(Saved entries)
%%

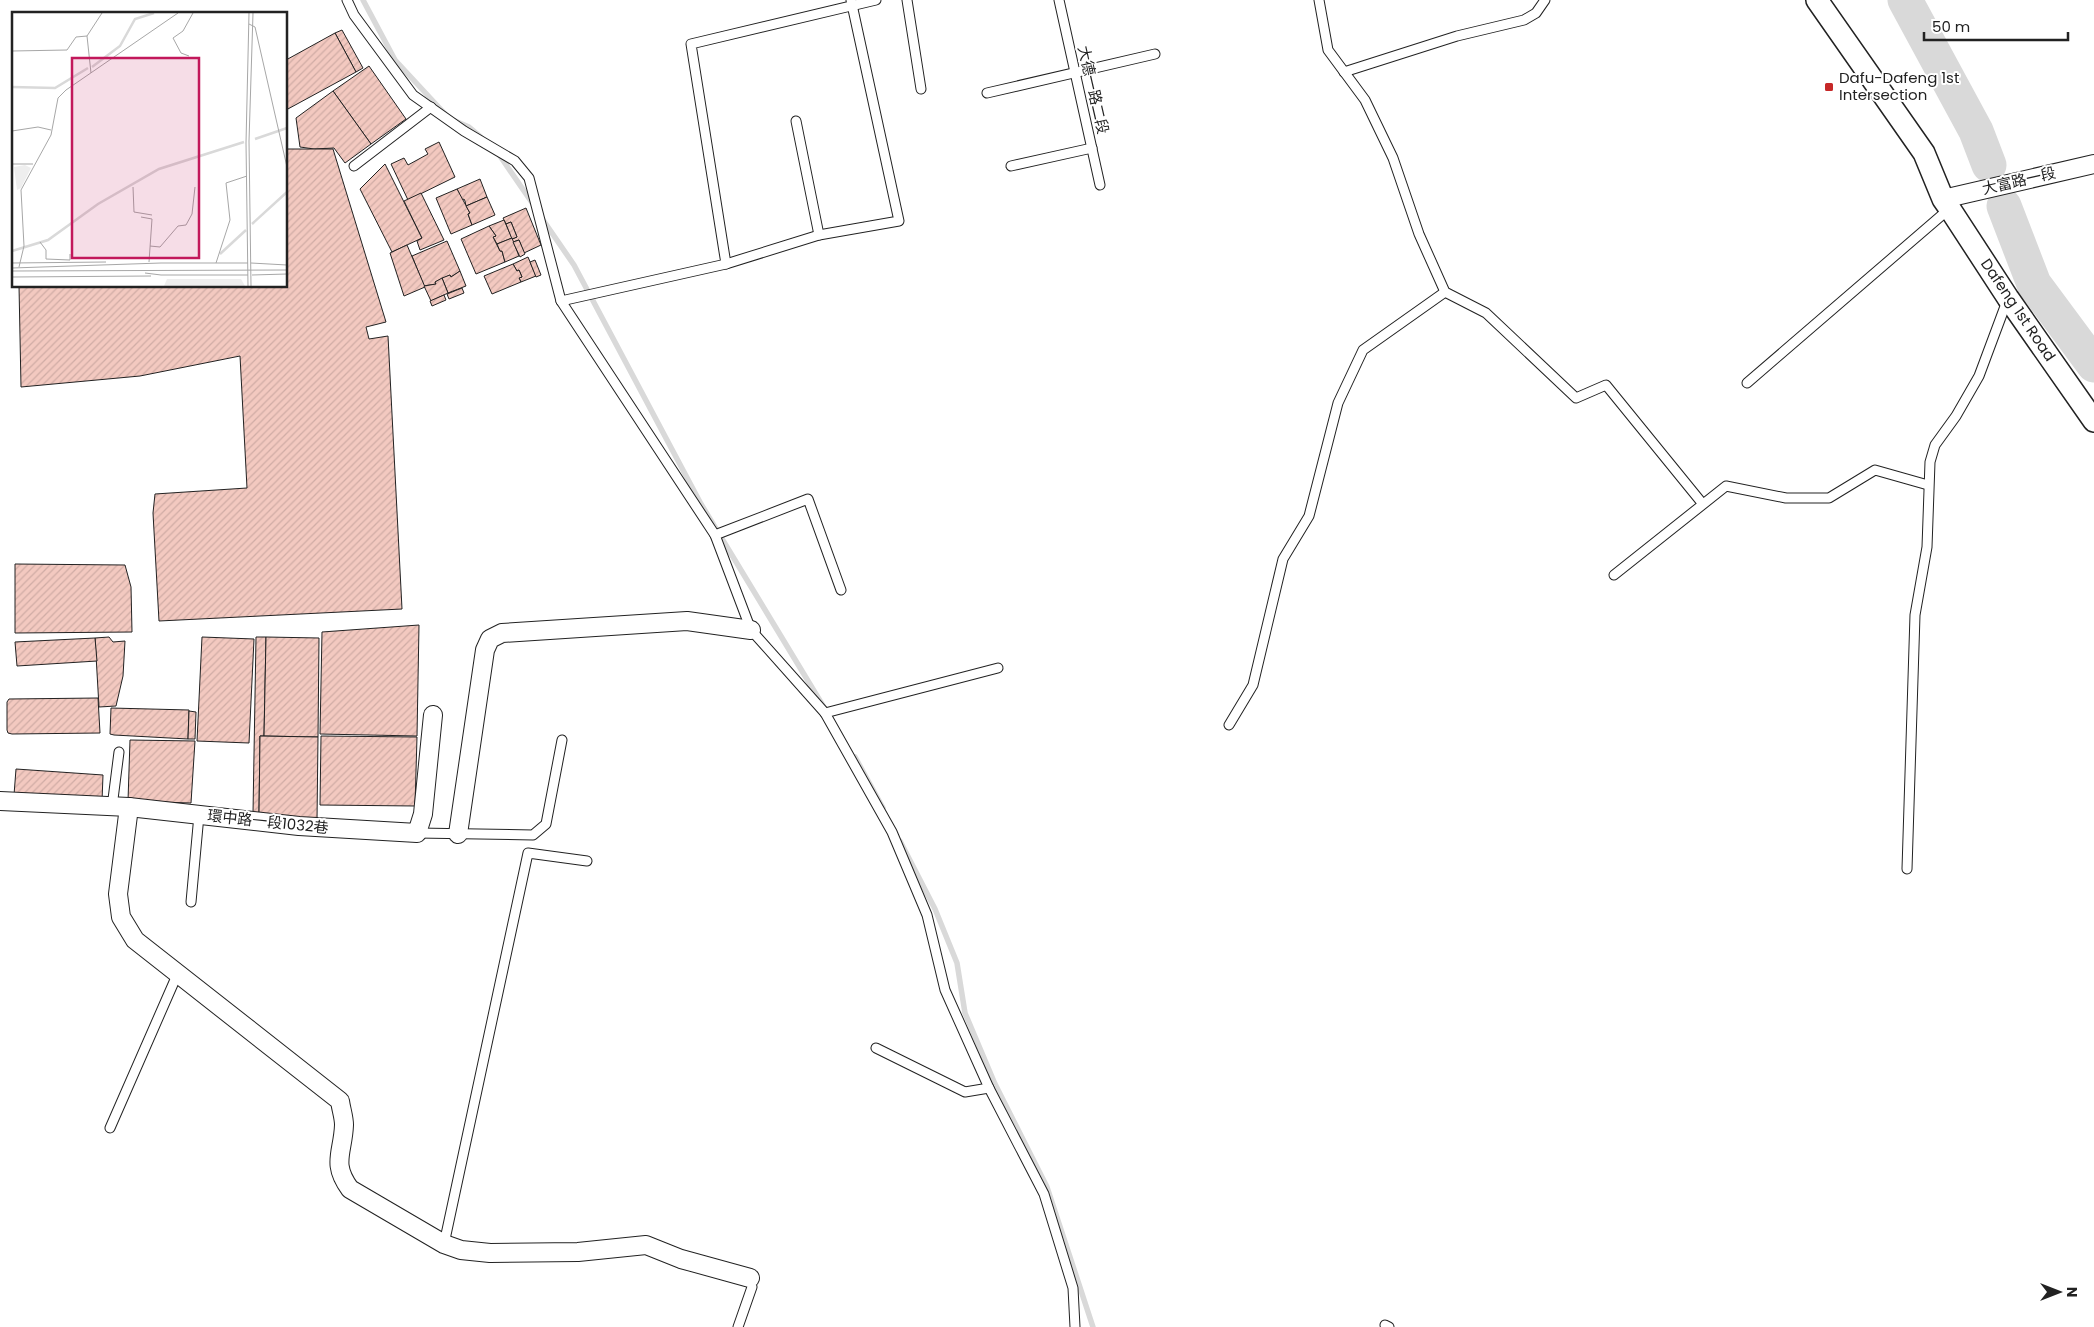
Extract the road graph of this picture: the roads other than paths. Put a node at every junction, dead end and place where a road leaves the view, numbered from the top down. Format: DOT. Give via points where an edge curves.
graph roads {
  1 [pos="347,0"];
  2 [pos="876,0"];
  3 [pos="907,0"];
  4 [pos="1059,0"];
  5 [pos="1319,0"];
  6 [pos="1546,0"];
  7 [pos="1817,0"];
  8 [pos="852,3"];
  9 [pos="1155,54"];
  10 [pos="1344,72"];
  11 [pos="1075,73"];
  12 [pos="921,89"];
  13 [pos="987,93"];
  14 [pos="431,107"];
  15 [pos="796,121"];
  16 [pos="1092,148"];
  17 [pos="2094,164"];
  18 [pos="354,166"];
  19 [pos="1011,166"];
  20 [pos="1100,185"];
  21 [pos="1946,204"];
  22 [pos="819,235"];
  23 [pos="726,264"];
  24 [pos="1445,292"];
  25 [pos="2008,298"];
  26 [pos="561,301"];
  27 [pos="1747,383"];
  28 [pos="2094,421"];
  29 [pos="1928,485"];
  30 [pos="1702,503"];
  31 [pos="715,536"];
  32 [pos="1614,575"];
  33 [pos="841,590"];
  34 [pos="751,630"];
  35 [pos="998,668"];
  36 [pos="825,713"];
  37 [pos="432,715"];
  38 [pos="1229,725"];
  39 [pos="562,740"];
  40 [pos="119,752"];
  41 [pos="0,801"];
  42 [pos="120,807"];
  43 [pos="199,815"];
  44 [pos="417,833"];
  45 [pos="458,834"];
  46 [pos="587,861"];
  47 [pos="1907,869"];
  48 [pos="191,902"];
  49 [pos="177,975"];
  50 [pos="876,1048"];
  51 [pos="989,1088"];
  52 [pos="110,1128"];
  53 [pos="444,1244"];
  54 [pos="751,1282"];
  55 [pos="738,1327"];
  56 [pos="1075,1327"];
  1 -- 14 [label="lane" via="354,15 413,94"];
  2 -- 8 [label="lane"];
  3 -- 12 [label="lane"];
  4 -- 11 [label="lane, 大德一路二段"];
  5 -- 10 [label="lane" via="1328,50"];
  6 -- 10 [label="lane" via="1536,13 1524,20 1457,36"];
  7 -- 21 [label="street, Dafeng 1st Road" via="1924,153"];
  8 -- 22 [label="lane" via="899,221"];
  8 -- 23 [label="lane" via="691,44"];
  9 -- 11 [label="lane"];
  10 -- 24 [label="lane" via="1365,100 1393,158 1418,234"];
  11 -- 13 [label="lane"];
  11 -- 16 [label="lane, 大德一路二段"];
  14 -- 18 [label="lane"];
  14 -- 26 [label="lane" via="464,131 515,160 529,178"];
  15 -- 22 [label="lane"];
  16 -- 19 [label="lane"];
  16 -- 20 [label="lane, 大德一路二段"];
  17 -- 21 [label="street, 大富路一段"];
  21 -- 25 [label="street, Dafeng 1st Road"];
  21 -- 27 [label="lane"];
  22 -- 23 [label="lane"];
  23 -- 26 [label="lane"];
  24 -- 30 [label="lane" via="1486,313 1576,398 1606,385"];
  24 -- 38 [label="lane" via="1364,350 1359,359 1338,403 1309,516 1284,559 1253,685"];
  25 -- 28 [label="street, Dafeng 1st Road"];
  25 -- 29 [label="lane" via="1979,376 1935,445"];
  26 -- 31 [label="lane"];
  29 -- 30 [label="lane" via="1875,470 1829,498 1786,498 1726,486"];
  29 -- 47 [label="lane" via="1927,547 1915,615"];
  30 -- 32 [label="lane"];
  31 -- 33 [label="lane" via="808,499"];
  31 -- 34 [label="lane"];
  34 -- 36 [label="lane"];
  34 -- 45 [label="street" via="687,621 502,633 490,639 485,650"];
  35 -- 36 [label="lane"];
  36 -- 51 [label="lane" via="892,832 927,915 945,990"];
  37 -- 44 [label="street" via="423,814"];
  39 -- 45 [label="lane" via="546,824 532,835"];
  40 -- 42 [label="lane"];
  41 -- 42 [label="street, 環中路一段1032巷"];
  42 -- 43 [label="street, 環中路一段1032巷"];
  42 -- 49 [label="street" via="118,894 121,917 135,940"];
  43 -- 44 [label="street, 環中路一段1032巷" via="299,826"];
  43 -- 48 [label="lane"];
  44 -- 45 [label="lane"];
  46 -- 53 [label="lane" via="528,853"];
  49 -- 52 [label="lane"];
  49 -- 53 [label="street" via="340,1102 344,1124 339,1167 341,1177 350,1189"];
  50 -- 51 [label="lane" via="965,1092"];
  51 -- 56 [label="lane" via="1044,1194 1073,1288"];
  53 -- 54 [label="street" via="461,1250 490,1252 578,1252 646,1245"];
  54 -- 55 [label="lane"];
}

%%

Write out the data above exactly, minus any images.

Extract the road graph of this picture: the roads other than paths. Put a node at every junction, dead end and place where a road leaves the view, numbered from the top down. Format: DOT. Give via points where an edge curves.
graph roads {
  1 [pos="347,0"];
  2 [pos="876,0"];
  3 [pos="907,0"];
  4 [pos="1059,0"];
  5 [pos="1319,0"];
  6 [pos="1546,0"];
  7 [pos="1817,0"];
  8 [pos="852,3"];
  9 [pos="1155,54"];
  10 [pos="1344,72"];
  11 [pos="1075,73"];
  12 [pos="921,89"];
  13 [pos="987,93"];
  14 [pos="431,107"];
  15 [pos="796,121"];
  16 [pos="1092,148"];
  17 [pos="2094,164"];
  18 [pos="354,166"];
  19 [pos="1011,166"];
  20 [pos="1100,185"];
  21 [pos="1946,204"];
  22 [pos="819,235"];
  23 [pos="726,264"];
  24 [pos="1445,292"];
  25 [pos="2008,298"];
  26 [pos="561,301"];
  27 [pos="1747,383"];
  28 [pos="2094,421"];
  29 [pos="1928,485"];
  30 [pos="1702,503"];
  31 [pos="715,536"];
  32 [pos="1614,575"];
  33 [pos="841,590"];
  34 [pos="751,630"];
  35 [pos="998,668"];
  36 [pos="825,713"];
  37 [pos="432,715"];
  38 [pos="1229,725"];
  39 [pos="562,740"];
  40 [pos="119,752"];
  41 [pos="0,801"];
  42 [pos="120,807"];
  43 [pos="199,815"];
  44 [pos="417,833"];
  45 [pos="458,834"];
  46 [pos="587,861"];
  47 [pos="1907,869"];
  48 [pos="191,902"];
  49 [pos="177,975"];
  50 [pos="876,1048"];
  51 [pos="989,1088"];
  52 [pos="110,1128"];
  53 [pos="444,1244"];
  54 [pos="751,1282"];
  55 [pos="738,1327"];
  56 [pos="1075,1327"];
  1 -- 14 [label="lane" via="354,15 413,94"];
  2 -- 8 [label="lane"];
  3 -- 12 [label="lane"];
  4 -- 11 [label="lane, 大德一路二段"];
  5 -- 10 [label="lane" via="1328,50"];
  6 -- 10 [label="lane" via="1536,13 1524,20 1457,36"];
  7 -- 21 [label="street, Dafeng 1st Road" via="1924,153"];
  8 -- 22 [label="lane" via="899,221"];
  8 -- 23 [label="lane" via="691,44"];
  9 -- 11 [label="lane"];
  10 -- 24 [label="lane" via="1365,100 1393,158 1418,234"];
  11 -- 13 [label="lane"];
  11 -- 16 [label="lane, 大德一路二段"];
  14 -- 18 [label="lane"];
  14 -- 26 [label="lane" via="464,131 515,160 529,178"];
  15 -- 22 [label="lane"];
  16 -- 19 [label="lane"];
  16 -- 20 [label="lane, 大德一路二段"];
  17 -- 21 [label="street, 大富路一段"];
  21 -- 25 [label="street, Dafeng 1st Road"];
  21 -- 27 [label="lane"];
  22 -- 23 [label="lane"];
  23 -- 26 [label="lane"];
  24 -- 30 [label="lane" via="1486,313 1576,398 1606,385"];
  24 -- 38 [label="lane" via="1364,350 1359,359 1338,403 1309,516 1284,559 1253,685"];
  25 -- 28 [label="street, Dafeng 1st Road"];
  25 -- 29 [label="lane" via="1979,376 1935,445"];
  26 -- 31 [label="lane"];
  29 -- 30 [label="lane" via="1875,470 1829,498 1786,498 1726,486"];
  29 -- 47 [label="lane" via="1927,547 1915,615"];
  30 -- 32 [label="lane"];
  31 -- 33 [label="lane" via="808,499"];
  31 -- 34 [label="lane"];
  34 -- 36 [label="lane"];
  34 -- 45 [label="street" via="687,621 502,633 490,639 485,650"];
  35 -- 36 [label="lane"];
  36 -- 51 [label="lane" via="892,832 927,915 945,990"];
  37 -- 44 [label="street" via="423,814"];
  39 -- 45 [label="lane" via="546,824 532,835"];
  40 -- 42 [label="lane"];
  41 -- 42 [label="street, 環中路一段1032巷"];
  42 -- 43 [label="street, 環中路一段1032巷"];
  42 -- 49 [label="street" via="118,894 121,917 135,940"];
  43 -- 44 [label="street, 環中路一段1032巷" via="299,826"];
  43 -- 48 [label="lane"];
  44 -- 45 [label="lane"];
  46 -- 53 [label="lane" via="528,853"];
  49 -- 52 [label="lane"];
  49 -- 53 [label="street" via="340,1102 344,1124 339,1167 341,1177 350,1189"];
  50 -- 51 [label="lane" via="965,1092"];
  51 -- 56 [label="lane" via="1044,1194 1073,1288"];
  53 -- 54 [label="street" via="461,1250 490,1252 578,1252 646,1245"];
  54 -- 55 [label="lane"];
}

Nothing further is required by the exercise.